[WORK INSTRUCTION] When a line in the entries below contains the word "General", copy that line.

[RECORDED DATA]
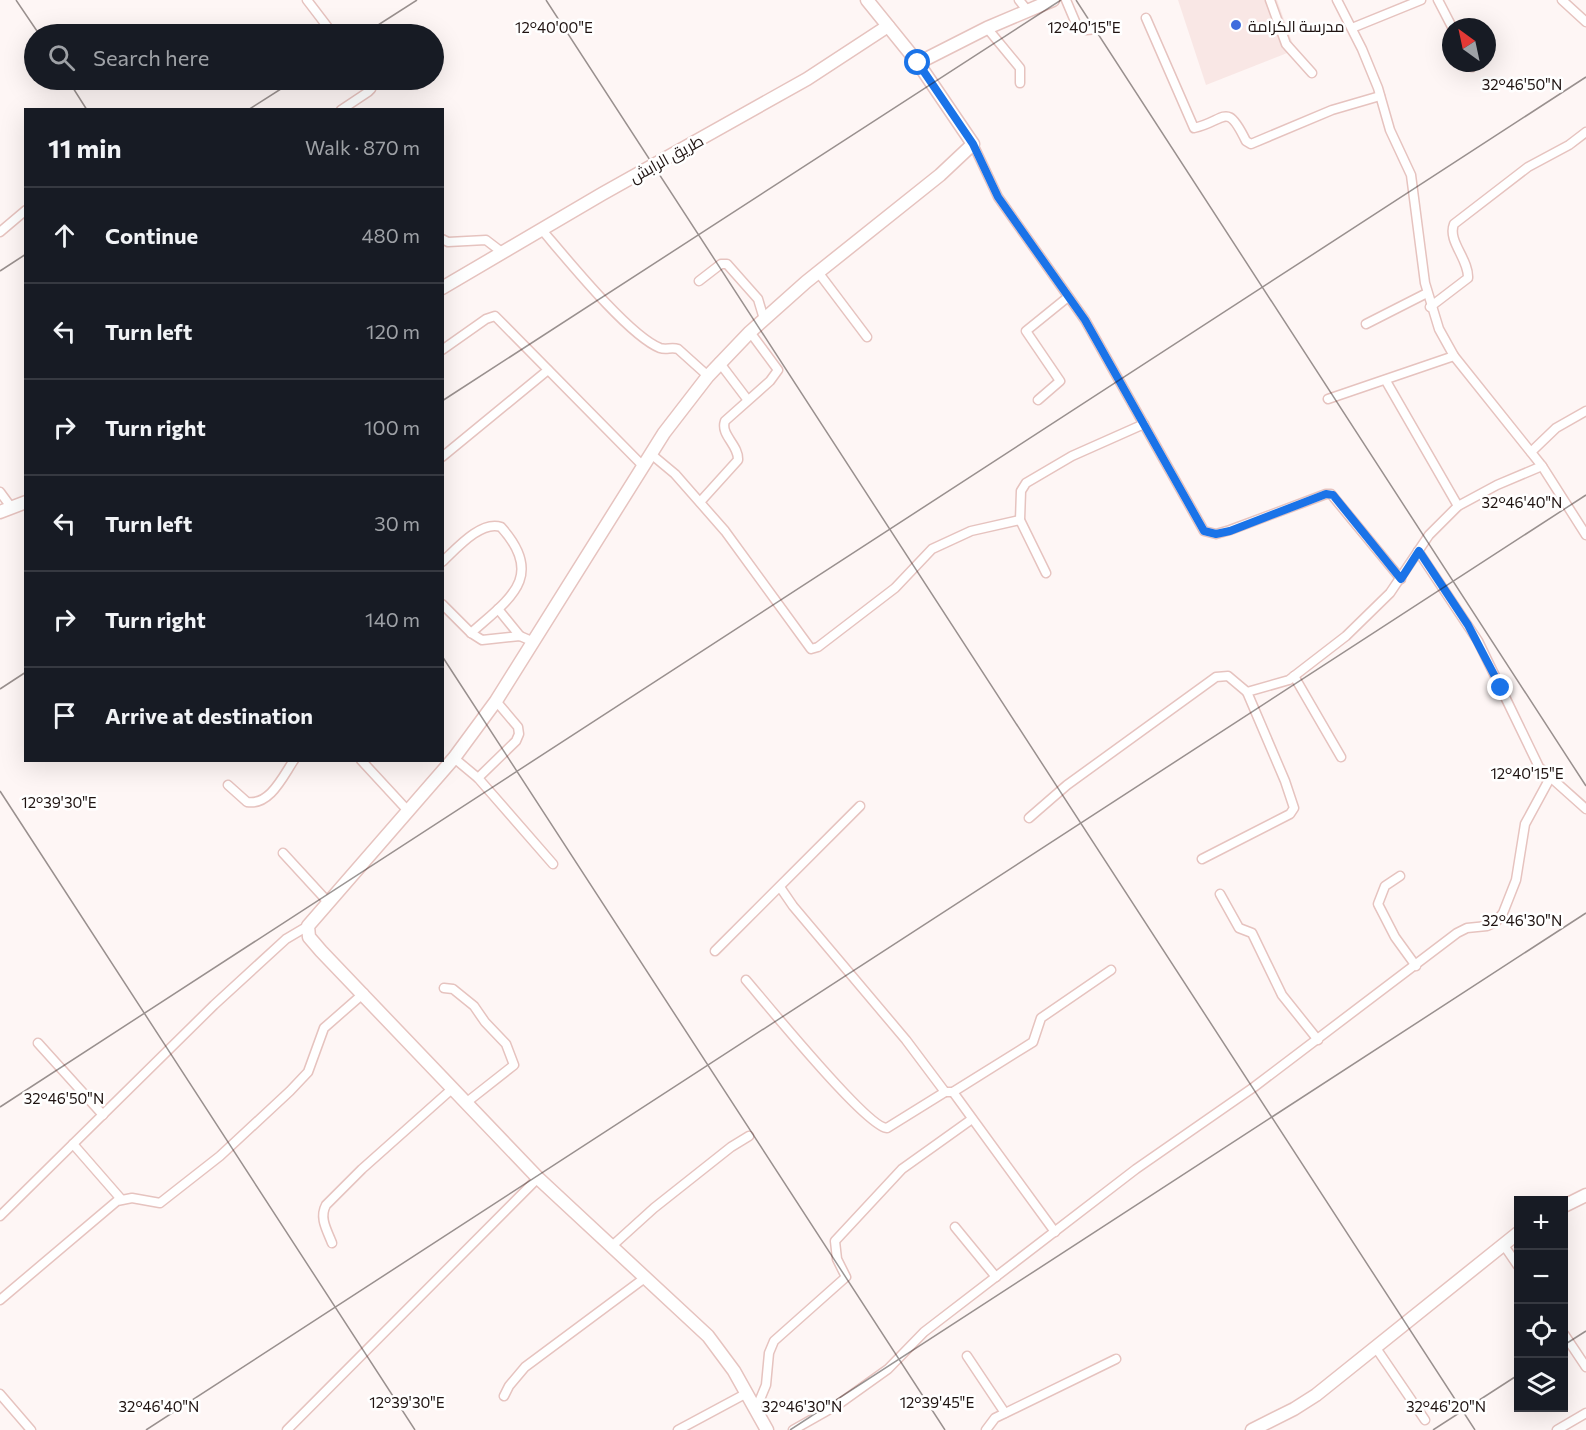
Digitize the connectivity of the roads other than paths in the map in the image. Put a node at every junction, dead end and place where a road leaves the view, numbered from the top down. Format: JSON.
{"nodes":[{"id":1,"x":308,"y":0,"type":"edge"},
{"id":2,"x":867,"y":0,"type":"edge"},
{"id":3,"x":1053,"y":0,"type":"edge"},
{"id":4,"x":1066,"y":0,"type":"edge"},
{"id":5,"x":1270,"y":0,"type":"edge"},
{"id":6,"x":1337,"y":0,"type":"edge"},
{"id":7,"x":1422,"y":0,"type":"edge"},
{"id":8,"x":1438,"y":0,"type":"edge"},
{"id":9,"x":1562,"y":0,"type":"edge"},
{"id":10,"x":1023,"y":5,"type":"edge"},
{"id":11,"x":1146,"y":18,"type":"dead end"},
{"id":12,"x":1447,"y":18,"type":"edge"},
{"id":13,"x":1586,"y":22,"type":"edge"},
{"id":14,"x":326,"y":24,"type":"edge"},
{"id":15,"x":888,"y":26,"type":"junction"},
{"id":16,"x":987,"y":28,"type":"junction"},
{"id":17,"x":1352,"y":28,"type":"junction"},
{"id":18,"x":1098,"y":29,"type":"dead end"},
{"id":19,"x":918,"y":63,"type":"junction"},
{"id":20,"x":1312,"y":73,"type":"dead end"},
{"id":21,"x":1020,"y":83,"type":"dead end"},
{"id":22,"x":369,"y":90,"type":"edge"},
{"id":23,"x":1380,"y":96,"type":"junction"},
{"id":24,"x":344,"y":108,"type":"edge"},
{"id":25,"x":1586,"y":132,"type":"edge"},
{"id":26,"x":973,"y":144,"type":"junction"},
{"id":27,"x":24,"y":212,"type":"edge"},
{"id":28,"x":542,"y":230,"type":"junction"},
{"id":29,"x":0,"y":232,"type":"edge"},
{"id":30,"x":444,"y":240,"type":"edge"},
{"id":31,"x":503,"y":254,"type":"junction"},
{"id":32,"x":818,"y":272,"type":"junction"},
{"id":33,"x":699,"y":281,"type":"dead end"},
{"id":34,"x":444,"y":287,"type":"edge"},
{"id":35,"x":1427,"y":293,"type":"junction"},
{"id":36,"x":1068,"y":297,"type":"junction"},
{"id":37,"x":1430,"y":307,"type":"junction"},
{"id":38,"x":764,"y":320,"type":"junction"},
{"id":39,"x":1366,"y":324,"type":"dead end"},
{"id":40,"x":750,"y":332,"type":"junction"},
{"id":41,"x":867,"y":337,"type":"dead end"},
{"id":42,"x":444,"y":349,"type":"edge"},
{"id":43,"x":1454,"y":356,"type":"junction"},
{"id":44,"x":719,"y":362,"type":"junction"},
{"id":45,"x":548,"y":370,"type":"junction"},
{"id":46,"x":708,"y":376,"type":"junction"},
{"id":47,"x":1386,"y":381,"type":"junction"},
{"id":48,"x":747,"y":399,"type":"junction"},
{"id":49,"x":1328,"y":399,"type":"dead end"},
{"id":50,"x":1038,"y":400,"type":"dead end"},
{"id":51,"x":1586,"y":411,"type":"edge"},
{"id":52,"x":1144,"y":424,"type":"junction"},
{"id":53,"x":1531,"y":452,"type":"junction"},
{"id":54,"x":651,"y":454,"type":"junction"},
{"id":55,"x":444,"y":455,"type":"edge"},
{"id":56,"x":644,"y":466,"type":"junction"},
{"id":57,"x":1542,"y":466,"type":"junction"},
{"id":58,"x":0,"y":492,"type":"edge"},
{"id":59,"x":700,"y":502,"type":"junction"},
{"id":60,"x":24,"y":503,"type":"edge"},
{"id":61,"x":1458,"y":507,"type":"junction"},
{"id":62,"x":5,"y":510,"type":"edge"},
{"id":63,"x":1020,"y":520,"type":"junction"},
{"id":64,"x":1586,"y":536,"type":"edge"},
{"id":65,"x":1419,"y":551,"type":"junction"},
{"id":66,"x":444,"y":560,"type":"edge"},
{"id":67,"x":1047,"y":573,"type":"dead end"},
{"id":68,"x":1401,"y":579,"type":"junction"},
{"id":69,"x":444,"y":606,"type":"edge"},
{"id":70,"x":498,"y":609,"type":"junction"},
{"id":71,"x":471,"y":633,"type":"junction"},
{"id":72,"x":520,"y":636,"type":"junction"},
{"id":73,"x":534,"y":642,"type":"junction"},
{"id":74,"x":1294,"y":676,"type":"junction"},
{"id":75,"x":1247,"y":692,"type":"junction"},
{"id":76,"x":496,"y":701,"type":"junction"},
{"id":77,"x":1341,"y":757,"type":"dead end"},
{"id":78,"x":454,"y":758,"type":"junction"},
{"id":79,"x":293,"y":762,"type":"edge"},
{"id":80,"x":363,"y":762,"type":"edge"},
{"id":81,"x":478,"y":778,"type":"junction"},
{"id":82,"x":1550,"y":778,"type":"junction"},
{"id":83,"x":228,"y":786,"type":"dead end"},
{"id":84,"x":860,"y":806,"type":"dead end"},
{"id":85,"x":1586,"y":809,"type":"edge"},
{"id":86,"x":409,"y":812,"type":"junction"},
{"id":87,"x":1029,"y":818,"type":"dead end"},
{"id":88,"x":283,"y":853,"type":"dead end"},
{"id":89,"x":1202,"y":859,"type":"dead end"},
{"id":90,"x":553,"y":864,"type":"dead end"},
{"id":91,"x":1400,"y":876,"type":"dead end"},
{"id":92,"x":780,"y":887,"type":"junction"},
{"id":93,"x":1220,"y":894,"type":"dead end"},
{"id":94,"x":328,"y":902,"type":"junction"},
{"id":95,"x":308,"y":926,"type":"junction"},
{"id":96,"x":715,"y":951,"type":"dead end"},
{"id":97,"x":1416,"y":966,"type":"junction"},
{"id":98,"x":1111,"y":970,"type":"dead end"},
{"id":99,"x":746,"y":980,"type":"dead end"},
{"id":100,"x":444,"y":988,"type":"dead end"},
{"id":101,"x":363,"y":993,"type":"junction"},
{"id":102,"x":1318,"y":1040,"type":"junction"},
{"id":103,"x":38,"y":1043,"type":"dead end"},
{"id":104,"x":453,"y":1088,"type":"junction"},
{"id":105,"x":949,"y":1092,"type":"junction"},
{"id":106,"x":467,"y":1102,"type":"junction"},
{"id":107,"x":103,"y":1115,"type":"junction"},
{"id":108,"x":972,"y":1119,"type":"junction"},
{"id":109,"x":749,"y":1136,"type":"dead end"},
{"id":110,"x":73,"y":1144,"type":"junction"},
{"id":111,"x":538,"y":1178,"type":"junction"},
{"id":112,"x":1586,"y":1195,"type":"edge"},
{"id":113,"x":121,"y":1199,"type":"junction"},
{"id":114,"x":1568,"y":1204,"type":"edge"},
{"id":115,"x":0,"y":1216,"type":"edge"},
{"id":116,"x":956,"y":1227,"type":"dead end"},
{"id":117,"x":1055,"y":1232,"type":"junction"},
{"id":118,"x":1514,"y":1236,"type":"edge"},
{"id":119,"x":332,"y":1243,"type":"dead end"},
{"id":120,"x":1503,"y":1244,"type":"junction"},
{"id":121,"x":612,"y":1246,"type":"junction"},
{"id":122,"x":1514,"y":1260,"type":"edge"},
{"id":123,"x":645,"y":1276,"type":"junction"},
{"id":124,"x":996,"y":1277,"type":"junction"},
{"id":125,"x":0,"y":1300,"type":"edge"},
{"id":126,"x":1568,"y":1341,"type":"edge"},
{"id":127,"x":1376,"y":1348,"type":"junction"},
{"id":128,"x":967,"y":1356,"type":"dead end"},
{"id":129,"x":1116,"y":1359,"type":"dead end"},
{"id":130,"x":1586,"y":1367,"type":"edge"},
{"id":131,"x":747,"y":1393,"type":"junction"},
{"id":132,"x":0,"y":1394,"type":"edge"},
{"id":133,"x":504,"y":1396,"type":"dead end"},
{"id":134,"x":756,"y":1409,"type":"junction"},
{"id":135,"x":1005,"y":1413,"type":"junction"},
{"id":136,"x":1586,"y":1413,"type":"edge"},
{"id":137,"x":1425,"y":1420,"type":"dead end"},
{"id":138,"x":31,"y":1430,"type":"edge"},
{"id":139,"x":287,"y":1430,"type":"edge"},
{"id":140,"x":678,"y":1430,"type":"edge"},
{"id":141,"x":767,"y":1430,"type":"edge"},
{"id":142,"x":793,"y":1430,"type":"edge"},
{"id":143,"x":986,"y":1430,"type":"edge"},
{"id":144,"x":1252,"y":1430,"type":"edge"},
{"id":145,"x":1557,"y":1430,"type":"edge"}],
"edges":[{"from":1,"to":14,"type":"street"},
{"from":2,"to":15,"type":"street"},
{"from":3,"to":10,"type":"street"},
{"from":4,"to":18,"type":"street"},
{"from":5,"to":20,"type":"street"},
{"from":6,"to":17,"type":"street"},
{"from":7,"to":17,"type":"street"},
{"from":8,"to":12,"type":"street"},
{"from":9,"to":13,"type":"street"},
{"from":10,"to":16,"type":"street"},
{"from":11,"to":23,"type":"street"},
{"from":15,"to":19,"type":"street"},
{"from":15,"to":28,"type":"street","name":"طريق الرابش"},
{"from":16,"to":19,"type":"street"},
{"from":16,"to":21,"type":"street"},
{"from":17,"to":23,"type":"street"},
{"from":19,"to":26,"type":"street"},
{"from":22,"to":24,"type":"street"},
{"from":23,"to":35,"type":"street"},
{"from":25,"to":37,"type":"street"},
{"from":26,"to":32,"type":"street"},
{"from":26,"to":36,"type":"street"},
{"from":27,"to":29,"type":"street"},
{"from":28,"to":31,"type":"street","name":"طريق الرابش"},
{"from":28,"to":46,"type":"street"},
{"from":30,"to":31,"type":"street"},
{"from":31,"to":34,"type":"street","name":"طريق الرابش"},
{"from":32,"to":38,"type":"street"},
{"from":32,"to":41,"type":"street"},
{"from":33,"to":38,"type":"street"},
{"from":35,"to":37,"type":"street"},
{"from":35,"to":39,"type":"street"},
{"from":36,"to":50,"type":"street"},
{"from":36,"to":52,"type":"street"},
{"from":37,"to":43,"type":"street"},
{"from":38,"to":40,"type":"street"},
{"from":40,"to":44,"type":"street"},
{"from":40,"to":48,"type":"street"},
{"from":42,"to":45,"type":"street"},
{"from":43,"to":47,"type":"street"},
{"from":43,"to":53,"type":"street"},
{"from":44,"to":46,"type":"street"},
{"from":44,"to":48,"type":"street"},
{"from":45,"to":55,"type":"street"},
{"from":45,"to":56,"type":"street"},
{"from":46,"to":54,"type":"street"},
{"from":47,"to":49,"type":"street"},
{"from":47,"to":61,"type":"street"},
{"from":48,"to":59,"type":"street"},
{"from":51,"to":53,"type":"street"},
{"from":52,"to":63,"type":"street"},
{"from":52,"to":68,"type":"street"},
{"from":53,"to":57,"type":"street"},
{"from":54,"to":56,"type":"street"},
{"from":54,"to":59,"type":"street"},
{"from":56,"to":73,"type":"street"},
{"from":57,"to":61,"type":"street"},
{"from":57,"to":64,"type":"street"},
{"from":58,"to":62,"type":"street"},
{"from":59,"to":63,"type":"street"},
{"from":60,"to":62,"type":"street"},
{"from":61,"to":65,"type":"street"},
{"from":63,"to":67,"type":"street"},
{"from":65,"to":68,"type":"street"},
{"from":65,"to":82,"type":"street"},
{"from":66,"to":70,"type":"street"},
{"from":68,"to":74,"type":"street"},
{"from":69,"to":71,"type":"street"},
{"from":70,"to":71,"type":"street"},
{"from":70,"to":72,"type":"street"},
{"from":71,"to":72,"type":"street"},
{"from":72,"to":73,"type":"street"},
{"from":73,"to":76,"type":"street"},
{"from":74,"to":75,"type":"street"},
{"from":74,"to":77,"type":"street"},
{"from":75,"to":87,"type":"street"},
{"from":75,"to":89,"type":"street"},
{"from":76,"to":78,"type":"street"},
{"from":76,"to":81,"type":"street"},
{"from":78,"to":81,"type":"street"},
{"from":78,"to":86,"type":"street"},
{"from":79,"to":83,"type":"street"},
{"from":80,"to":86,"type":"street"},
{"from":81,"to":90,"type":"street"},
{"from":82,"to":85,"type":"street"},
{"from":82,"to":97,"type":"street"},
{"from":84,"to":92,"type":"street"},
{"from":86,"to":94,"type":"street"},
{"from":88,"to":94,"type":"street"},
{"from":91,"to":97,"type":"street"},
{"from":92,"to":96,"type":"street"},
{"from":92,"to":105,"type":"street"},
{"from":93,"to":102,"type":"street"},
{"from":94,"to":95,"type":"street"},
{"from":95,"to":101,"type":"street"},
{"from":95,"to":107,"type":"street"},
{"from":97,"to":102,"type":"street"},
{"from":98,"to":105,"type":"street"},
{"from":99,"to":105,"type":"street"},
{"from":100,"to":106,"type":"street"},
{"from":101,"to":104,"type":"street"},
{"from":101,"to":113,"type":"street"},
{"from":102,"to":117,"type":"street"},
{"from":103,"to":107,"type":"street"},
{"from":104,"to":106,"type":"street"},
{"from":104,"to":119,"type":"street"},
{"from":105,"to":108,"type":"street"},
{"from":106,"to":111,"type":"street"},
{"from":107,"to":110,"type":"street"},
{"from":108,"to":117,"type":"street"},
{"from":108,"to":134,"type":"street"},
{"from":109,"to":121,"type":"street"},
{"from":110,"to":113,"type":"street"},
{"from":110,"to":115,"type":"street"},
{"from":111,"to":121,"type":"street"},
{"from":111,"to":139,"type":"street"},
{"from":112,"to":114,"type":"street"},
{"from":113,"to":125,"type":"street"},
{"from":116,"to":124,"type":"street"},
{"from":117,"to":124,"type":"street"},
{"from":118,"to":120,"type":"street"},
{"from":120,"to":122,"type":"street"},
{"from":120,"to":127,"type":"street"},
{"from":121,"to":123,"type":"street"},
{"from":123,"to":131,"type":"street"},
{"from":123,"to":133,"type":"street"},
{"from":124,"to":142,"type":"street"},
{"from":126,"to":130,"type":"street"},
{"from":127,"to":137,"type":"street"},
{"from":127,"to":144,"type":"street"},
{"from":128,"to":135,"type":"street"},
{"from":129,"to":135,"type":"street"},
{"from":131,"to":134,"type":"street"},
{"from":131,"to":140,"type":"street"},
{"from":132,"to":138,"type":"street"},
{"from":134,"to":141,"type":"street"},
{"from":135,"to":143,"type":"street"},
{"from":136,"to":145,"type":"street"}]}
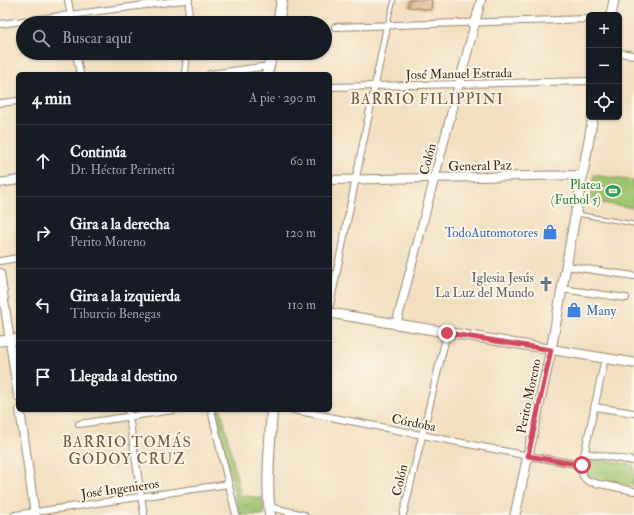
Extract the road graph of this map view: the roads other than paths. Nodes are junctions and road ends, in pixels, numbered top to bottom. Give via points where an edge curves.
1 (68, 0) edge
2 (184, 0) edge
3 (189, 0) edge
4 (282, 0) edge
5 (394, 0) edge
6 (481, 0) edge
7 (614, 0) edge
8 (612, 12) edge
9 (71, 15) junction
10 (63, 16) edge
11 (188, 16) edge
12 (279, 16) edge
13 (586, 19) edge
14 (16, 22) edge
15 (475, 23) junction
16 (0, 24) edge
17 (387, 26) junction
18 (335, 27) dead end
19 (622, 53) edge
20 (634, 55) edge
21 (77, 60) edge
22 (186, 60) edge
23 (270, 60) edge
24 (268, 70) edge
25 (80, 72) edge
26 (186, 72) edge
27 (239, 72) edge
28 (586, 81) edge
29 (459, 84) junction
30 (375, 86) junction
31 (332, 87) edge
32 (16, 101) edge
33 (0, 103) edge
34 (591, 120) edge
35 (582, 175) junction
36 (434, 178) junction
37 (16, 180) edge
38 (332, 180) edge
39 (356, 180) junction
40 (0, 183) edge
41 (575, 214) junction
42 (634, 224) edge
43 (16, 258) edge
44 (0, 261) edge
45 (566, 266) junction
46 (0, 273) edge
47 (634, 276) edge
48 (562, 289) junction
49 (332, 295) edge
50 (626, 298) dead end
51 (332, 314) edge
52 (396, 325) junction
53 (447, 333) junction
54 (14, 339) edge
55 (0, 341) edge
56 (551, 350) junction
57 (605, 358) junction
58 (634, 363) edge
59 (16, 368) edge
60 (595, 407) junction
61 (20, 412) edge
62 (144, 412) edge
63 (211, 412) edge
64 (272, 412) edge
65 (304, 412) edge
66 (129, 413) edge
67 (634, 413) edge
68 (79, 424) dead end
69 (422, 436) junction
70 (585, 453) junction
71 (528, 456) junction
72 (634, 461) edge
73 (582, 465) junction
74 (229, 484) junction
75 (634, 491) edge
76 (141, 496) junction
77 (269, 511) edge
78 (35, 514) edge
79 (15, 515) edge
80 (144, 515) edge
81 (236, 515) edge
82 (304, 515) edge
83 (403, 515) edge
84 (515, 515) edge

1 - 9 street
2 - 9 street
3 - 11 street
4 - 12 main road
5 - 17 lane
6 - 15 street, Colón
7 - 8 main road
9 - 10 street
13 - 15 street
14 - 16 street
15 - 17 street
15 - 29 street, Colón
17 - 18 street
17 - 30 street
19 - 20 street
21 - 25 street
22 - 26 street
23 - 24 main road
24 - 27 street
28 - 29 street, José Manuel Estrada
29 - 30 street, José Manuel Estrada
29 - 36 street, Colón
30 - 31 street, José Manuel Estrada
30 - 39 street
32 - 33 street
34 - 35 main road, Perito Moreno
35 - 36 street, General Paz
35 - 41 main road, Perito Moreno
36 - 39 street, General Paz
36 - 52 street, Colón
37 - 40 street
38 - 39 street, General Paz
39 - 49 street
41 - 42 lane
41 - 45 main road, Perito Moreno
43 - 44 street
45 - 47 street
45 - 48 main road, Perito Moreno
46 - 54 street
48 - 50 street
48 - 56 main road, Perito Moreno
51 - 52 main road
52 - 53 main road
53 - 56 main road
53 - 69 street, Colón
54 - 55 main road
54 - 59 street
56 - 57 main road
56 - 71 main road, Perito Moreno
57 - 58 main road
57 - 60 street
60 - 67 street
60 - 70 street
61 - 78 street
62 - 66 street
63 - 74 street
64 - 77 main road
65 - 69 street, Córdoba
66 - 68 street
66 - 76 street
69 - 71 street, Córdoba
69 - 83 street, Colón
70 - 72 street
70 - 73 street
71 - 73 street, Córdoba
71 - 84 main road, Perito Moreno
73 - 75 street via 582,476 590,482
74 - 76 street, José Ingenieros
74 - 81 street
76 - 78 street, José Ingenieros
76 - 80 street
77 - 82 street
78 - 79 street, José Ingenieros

[OUTPUT OF THE EXERCISE]
35 - 36 street, General Paz
36 - 39 street, General Paz
38 - 39 street, General Paz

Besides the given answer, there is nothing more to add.